Stored records:
========================================

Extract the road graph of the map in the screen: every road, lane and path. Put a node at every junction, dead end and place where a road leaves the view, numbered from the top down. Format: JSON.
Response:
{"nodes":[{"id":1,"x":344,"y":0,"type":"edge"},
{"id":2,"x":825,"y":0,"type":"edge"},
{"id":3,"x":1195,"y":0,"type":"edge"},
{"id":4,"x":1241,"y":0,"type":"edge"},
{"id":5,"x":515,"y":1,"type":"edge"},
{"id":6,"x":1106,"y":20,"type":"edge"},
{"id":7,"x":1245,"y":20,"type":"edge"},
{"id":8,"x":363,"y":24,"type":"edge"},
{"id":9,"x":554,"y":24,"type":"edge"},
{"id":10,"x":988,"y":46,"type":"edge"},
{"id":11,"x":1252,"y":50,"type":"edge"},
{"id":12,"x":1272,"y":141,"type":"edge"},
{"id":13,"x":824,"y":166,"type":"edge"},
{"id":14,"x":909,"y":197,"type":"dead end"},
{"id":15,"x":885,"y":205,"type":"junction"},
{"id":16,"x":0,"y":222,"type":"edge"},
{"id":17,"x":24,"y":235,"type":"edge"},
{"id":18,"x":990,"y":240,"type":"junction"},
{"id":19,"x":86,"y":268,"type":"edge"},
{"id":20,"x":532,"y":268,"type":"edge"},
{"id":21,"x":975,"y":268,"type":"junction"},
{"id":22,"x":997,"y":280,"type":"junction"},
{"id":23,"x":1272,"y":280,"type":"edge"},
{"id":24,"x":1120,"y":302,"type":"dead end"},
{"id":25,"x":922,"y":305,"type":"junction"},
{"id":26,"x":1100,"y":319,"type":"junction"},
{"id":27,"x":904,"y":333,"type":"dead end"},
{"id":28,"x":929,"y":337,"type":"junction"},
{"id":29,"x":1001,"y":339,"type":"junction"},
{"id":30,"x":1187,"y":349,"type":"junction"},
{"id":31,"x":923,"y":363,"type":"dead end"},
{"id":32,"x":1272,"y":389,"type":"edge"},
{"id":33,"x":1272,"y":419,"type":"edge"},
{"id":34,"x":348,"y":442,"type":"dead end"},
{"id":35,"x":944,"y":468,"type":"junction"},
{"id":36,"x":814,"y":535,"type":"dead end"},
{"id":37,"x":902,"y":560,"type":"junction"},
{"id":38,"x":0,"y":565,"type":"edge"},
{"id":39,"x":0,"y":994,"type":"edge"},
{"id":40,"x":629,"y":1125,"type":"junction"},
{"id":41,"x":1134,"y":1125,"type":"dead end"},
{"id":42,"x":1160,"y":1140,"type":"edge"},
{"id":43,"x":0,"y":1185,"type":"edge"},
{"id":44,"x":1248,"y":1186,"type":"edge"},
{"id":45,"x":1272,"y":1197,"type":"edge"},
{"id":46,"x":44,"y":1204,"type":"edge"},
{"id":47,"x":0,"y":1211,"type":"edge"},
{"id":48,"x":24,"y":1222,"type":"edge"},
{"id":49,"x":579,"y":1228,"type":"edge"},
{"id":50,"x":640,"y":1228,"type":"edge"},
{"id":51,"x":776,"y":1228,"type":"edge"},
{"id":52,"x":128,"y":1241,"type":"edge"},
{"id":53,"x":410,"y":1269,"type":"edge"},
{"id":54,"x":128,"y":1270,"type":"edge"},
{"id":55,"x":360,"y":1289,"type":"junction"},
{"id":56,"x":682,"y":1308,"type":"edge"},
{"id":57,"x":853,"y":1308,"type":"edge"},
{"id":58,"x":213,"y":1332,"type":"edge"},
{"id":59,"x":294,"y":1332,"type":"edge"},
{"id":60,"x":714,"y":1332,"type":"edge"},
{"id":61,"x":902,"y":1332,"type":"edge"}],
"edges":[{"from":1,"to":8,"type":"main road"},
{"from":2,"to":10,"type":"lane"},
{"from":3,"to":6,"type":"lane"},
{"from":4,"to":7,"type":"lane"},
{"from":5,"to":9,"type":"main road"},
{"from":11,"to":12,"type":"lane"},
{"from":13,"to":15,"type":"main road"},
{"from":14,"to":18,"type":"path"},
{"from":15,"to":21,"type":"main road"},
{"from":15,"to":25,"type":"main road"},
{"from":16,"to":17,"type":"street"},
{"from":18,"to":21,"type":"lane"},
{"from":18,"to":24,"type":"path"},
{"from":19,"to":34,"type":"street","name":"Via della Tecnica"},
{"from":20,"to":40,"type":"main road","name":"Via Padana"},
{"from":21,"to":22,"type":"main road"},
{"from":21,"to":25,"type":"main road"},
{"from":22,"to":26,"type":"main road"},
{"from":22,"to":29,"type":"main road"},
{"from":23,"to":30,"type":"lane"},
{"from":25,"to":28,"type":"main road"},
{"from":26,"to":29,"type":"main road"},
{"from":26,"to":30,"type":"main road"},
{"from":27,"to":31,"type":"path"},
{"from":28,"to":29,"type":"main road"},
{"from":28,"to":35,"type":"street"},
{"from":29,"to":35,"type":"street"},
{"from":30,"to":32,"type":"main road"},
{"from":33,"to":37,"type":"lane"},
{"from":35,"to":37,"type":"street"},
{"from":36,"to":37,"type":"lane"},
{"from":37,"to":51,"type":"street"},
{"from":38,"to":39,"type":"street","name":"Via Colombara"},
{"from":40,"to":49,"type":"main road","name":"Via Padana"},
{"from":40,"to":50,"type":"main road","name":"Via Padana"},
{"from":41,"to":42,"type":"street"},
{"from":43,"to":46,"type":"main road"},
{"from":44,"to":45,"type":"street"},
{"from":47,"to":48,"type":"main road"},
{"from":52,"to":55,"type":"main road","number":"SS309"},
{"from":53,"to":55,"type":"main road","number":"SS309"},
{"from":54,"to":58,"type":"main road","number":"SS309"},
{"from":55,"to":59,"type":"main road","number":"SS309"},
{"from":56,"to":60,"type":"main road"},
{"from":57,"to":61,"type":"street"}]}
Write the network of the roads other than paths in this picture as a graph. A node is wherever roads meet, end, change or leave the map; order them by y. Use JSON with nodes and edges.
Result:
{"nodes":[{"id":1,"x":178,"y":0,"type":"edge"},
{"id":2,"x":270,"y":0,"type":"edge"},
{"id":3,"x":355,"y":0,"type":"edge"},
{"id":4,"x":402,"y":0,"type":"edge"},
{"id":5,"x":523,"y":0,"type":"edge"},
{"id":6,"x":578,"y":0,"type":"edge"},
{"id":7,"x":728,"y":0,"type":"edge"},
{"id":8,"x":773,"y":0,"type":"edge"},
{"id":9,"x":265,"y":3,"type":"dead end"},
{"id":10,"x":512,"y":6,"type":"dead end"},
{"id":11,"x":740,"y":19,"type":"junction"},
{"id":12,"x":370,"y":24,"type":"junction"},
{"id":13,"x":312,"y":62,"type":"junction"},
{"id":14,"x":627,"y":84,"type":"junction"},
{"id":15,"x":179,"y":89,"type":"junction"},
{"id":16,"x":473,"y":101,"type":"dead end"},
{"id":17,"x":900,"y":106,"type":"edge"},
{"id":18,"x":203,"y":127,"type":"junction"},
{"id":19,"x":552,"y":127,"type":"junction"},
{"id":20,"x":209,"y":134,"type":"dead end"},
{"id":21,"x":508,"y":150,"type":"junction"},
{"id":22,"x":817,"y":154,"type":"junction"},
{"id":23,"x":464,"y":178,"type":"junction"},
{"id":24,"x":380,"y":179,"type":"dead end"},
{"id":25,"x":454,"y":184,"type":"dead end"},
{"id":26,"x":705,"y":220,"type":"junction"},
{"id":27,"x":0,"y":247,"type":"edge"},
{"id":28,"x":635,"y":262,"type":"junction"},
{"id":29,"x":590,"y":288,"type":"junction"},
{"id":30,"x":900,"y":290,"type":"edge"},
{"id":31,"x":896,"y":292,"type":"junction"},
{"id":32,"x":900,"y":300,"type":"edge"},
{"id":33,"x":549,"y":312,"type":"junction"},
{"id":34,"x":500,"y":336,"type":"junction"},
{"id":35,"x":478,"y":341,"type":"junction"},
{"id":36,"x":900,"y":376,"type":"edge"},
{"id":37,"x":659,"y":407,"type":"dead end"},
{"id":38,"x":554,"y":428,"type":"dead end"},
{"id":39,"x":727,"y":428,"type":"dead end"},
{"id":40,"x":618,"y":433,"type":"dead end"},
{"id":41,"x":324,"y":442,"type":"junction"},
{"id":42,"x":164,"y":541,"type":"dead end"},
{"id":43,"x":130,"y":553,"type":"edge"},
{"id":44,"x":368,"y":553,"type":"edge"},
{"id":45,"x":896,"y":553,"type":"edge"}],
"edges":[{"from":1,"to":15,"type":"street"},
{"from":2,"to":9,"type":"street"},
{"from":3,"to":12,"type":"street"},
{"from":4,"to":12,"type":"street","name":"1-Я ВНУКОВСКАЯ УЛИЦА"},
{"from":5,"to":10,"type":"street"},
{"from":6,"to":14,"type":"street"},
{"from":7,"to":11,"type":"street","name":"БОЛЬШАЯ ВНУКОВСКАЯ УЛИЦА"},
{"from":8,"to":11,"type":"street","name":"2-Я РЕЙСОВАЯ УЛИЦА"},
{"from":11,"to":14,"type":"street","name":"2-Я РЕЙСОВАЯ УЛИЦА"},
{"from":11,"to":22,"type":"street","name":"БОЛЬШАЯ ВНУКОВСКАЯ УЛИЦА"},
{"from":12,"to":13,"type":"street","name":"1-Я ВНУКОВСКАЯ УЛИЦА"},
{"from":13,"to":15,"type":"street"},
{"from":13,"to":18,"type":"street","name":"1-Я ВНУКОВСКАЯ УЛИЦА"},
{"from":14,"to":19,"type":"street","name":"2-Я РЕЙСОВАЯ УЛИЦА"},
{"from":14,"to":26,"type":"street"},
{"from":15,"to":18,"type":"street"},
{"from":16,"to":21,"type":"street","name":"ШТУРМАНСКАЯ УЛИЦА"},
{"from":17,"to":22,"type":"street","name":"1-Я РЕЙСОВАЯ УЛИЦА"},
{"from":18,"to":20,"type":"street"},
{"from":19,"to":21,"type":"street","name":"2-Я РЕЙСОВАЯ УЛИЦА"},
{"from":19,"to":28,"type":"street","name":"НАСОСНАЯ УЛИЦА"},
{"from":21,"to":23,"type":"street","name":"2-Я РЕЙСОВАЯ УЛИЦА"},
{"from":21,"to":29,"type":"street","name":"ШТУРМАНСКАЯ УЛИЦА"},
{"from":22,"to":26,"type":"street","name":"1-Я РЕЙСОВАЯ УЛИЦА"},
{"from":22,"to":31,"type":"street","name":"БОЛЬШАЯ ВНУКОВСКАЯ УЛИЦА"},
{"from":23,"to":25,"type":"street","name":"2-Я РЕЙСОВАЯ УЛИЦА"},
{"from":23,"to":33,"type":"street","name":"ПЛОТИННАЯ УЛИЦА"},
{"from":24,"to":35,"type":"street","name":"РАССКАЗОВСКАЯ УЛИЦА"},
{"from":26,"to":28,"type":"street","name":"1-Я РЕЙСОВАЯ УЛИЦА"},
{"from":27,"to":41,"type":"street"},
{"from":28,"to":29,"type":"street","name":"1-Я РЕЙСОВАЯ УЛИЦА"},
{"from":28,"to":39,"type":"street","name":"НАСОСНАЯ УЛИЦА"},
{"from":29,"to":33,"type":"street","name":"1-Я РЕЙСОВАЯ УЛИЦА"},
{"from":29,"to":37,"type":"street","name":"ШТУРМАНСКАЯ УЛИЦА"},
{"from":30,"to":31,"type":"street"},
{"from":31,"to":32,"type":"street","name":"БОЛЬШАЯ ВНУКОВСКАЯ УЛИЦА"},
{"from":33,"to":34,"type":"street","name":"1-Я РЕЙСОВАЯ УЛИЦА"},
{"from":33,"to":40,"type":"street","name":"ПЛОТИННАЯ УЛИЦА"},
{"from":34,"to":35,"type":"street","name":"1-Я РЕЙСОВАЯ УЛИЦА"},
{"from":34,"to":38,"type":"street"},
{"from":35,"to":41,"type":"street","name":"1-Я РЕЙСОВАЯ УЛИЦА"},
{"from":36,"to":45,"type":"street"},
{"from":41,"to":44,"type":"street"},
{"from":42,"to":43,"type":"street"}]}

========================================

Check each line of the data above, and please copy the ones in which the string "БОЛЬШАЯ" occurs.

* ANSWER SPACE
{"from":7,"to":11,"type":"street","name":"БОЛЬШАЯ ВНУКОВСКАЯ УЛИЦА"},
{"from":11,"to":22,"type":"street","name":"БОЛЬШАЯ ВНУКОВСКАЯ УЛИЦА"},
{"from":22,"to":31,"type":"street","name":"БОЛЬШАЯ ВНУКОВСКАЯ УЛИЦА"},
{"from":31,"to":32,"type":"street","name":"БОЛЬШАЯ ВНУКОВСКАЯ УЛИЦА"},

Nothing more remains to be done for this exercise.